I was roaming the streets. Only had one full day in the city and was determined to take advantage of as much of the amazing street food as I could. And it was amazing. Ducked into a little whole in the wall place, and took the advice of a local who was in there eating beside me. No common language, I couldn’t even name any foods, this was my first day in Thailand after all, but it didn’t matter. My self-proclaimed host would discuss possibilities with the chef, pointing things out to me, and some new amazing dish would appear. And then as I was still eating, he stood, paid his bill, said his goodbyes and disappeared.
When it was my turn to leave a few minutes later, I reached into my wallet, ready to pantomime the amount with the chef, only for him to wave his hands at me and gesture to the man who had recently left. My bill had been paid, without me even being aware.
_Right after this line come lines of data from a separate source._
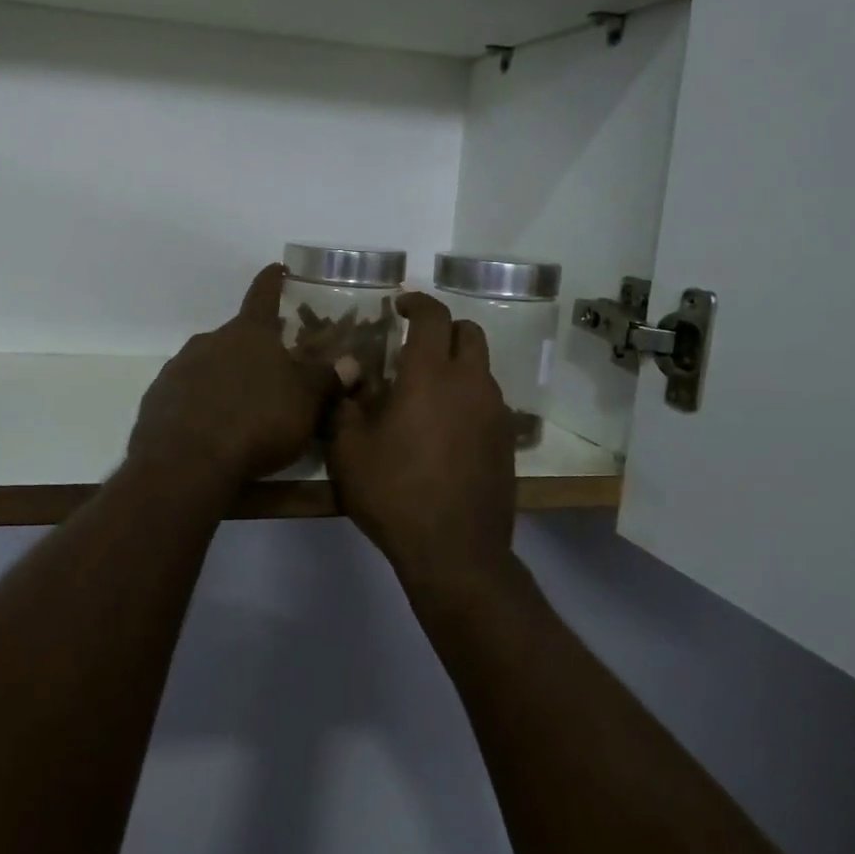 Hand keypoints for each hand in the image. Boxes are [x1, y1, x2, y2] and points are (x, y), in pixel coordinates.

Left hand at [129, 265, 352, 487]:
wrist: (186, 463)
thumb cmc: (256, 423)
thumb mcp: (305, 403)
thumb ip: (326, 379)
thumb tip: (351, 362)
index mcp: (249, 333)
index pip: (263, 295)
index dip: (273, 281)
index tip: (277, 268)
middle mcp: (211, 340)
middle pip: (237, 336)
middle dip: (254, 348)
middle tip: (272, 369)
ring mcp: (179, 367)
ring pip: (209, 363)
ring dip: (225, 377)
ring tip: (241, 407)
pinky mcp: (158, 397)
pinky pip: (186, 392)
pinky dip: (200, 402)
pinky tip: (209, 428)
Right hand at [327, 292, 517, 601]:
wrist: (456, 551)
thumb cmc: (394, 493)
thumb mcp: (349, 450)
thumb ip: (346, 404)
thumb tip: (349, 373)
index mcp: (430, 375)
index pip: (432, 317)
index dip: (416, 302)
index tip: (399, 306)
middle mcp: (470, 383)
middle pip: (469, 333)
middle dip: (444, 328)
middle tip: (416, 344)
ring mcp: (495, 412)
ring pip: (482, 368)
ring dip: (458, 365)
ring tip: (427, 390)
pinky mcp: (508, 440)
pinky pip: (489, 401)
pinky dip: (469, 397)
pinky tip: (446, 426)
It was a theme on the streets of Bangkok. I spent the rest of the day wandering through the main square of the city, flooded by the red-shirts, for this was the Spring of 2010. The ‘protests’ though were remarkable for how civilized they were. People were camped out there, but it felt more like a festival. Families were cooking food, men gathered around television screens to watch a football match, and everyone smiling and greeting me as I strolled around. Only in a far corner of the gathering was anything even remotely political taking place, as speeches were being given on a small stage. They were hardly rallies though. The few gathered around to listen to them sat in lawn chairs, and instead of applauding or cheering, waved small plastic noisemakers during the appropriate pauses.
I spent the evening thinking how quaint protests and political strife were in Thailand, and the next morning caught a bus for the south of the country.
A few hours into the trip a news report caught up with us. Government crack down on the protesters. Street battles around the encampment. Civilians dead. And I had missed the signs completely.